6. Job restart Testing: In a real production
environment, the ETL jobs/processes fail because of number of reasons
(say for ex: database related failures, connectivity failures etc). The
jobs can fail half/partly executed. A good design always allows for a
restart ability of the jobs from the failure point. Although this is
more of a design suggestion/approach, it is suggested that every ETL job
is built and tested for restart capability.

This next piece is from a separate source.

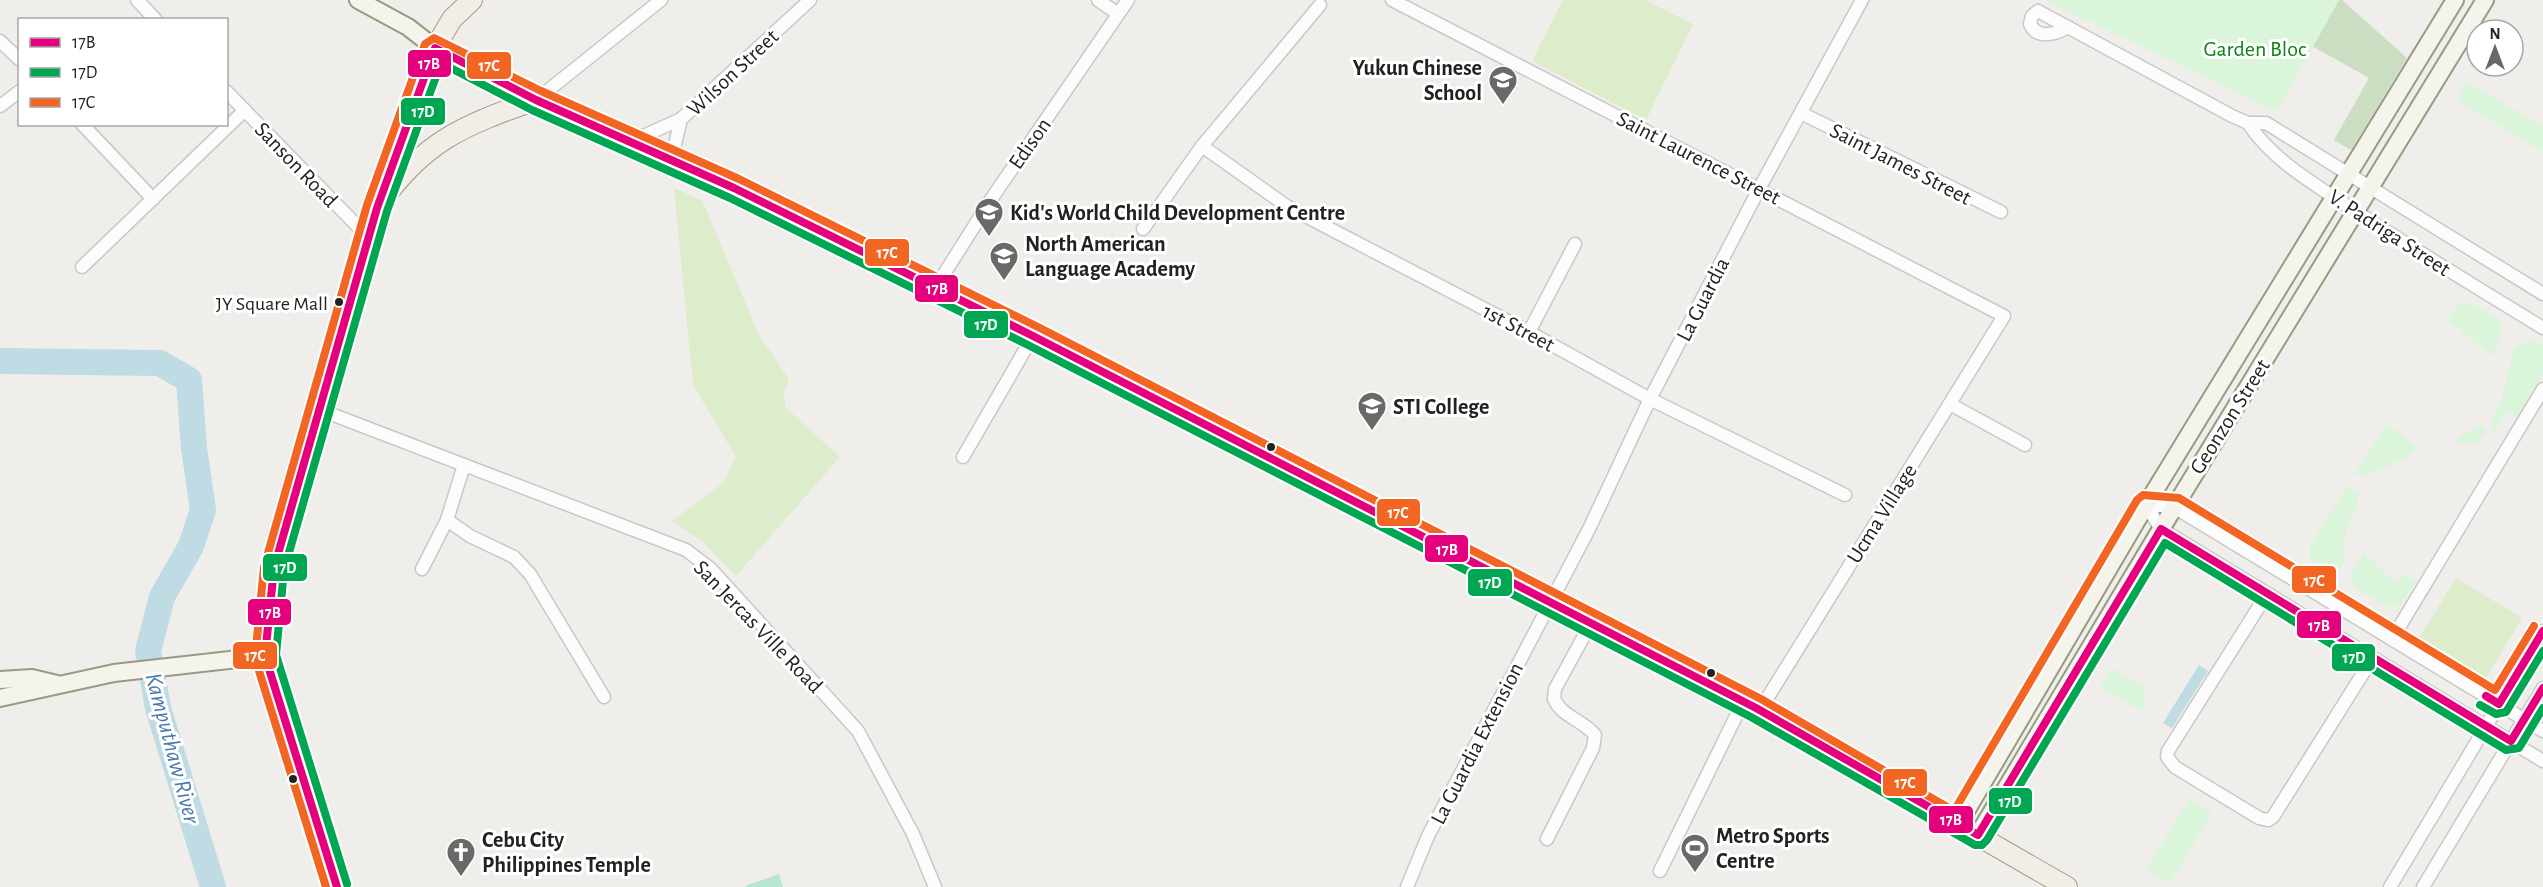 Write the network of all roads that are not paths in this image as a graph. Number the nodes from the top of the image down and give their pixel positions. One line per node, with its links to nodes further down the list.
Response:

7. Error Handling: Understanding a script might fail
during data validation, may confirm the ETL process is working through
process validation. During process validation the testing team will work
to identify additional data cleansing needs, as well as identify
consistent error patterns that could possibly be diverted by modifying
the ETL code. It is the responsibility of the validation team to
identify any and all records that seem suspect. Once a record has been
both data and process validated and the script has passed, the ETL
process is functioning correctly. Conversely, if suspect records have
been identified and documented during data validation those are not
supported through process validation, the ETL process is not functioning
correctly.
8. Views: Views created on the tables should be
tested to ensure the attributes mentioned in the views are correct and
the data loaded in the target table matches what is being reflected in
the views.
9. Sampling: Sampling will involve creating
predictions out of a representative portion of the data that is to be
loaded into the target table; these predictions will be matched with the
actual results obtained from the data loaded for business Analyst
Testing. Comparison will be verified to ensure that the predictions
match the data loaded into the target table.
10. Process Testing: The testing of intermediate
files and processes to ensure the final outcome is valid and that
performance meets the system/business need.
11. Duplicate Testing: Duplicate Testing must be
performed at each stage of the ETL process and in the final target
table. This testing involves checks for duplicates rows and also checks
for multiple rows with same primary key, both of which cannot be
allowed.
12. Performance: It is the most important aspect
after data validation. Performance testing should check if the ETL
process is completing within the load window.
13. Volume: Verify that the system can process the maximum expected quantity of data for a given cycle in the time expected.
14.Connectivity Tests: As the name suggests, this
involves testing the upstream, downstream interfaces and intra DW
connectivity. It is suggested that the testing represents the
exact transactions between these interfaces. For ex: If the design
approach is to extract the files from source system, we should actually
test extracting a file out of the system and not just the
connectivity.
15. Negative Testing: Negative Testing checks
whether the application fails and where it should fail with invalid
inputs and out of boundary scenarios and to check the behavior of
the application.
16. Operational Readiness Testing (ORT): This is the
final phase of testing which focuses on verifying the deployment of
software and the operational readiness of the application. The
main areas of testing in this phase include:
Deployment Test
1. Tests the deployment of the solution
2. Tests overall technical deployment “checklist” and timeframes
3. Tests the security aspects of the system including user authentication and
authorization, and user-access levels.
Conclusion
Evolving needs of the business and changes in the source systems will
drive continuous change in the data warehouse schema and the data being
loaded. Hence, it is necessary that development and testing processes
are clearly defined, followed by impact-analysis and strong alignment
between development, operations and the business.